İki, tokenizasyon fon pazarında derin bir etki yaratacak
2.1 Tokenizasyon, fon pazarının dijitalleşmesini destekliyor.
Şu anda, fonlar ve yatırımcılar birçok aracı kurum tarafından ayrılmıştır. Fon dağıtım tarafı şunları içerir: mali danışmanlar, fon platformları ve sipariş yönlendirme ağları; fon hizmet tarafı ise şunları içerir: ödeme aracıları, saklama hizmetleri sağlayıcıları ve fon muhasebecileri.
Devir aracısı, iki tarafı koordine ederek fonlara yardımcı olur, müşteriyi anlama, kara para aklamayı önleme, terörizmin finansmanıyla mücadele ve ekonomik yaptırımlar için filtreleme doğrulaması, fon alım satımının hesaplanması, yöneticilere raporlama ve yatırımcı kayıtlarını tutma ile sorumludur.

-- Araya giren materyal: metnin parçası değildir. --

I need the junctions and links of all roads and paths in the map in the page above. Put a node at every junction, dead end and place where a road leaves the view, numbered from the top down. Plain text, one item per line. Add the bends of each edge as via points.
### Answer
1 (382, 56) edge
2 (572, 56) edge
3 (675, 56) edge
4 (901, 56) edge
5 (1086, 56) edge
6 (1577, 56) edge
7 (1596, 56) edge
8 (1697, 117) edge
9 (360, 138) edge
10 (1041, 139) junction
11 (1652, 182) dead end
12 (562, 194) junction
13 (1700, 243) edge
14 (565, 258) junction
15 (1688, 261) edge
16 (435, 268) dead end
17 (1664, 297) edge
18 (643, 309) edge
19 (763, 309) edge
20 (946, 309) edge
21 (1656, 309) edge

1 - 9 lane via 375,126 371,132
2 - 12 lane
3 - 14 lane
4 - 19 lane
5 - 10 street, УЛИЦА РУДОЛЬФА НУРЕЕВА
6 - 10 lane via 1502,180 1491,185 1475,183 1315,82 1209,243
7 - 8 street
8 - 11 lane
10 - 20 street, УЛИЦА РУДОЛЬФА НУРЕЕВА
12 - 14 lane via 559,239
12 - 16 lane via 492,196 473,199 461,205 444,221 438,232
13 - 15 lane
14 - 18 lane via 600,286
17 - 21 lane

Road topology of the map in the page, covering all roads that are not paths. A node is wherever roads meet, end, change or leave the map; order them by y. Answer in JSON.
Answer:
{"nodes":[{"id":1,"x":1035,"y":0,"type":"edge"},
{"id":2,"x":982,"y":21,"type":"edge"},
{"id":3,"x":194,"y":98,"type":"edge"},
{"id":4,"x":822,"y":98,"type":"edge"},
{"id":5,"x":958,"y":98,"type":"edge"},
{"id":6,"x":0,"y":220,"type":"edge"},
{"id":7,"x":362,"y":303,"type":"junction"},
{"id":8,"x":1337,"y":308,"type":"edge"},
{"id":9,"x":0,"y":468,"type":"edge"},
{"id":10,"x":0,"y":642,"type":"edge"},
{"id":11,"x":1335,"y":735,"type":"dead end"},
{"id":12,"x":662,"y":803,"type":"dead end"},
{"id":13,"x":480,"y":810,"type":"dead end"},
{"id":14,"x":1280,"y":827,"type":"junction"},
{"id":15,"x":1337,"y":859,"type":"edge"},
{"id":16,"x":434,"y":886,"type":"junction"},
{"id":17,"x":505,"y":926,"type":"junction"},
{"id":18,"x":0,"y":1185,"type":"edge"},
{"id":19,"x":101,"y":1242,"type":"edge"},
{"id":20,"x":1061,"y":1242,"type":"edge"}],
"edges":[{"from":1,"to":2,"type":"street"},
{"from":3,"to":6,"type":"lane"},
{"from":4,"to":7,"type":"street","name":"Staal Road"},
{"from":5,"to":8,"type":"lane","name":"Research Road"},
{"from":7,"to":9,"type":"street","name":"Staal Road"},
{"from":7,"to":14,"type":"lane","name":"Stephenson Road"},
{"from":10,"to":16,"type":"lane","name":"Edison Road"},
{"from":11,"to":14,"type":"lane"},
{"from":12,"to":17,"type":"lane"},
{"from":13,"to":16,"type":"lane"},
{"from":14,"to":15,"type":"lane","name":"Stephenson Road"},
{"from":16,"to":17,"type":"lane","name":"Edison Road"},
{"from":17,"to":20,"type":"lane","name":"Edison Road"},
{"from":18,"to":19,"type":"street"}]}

Geleneksel fonların işletim süreci esasen verimsizdir: ( Fon payları, satın alma taleplerini karşılamak için oluşturulur ve geri alım taleplerini karşılamak için iptal edilir; ) Fon fiyatlandırması, alım ve satıma göre değil, fon muhasebecisinin belirlediği net varlık değerine göre yapılır; ( Transfer ajansı, net varlık değeri temelinde siparişleri alıp birleştirerek fiyatlandırma yapar ve merkezi defterde muhasebe yoluyla siparişleri tasfiye eder, ardından siparişleri yatırımcılar ve fonun nakit pozisyonları ile kontrol eder; ) Fon payları ve nakit tasfiyesinin serbest bırakılmasından üç gün önce, fon ve yatırımcılar piyasa dalgalanmaları ve karşı taraf riskleriyle karşı karşıya kalır; ( Fonun likiditesi, fon yöneticilerini, fonun net değerini yeniden dengelemek için maliyetleri üstlenmek amacıyla nakit pozisyonu tutmaya zorlar.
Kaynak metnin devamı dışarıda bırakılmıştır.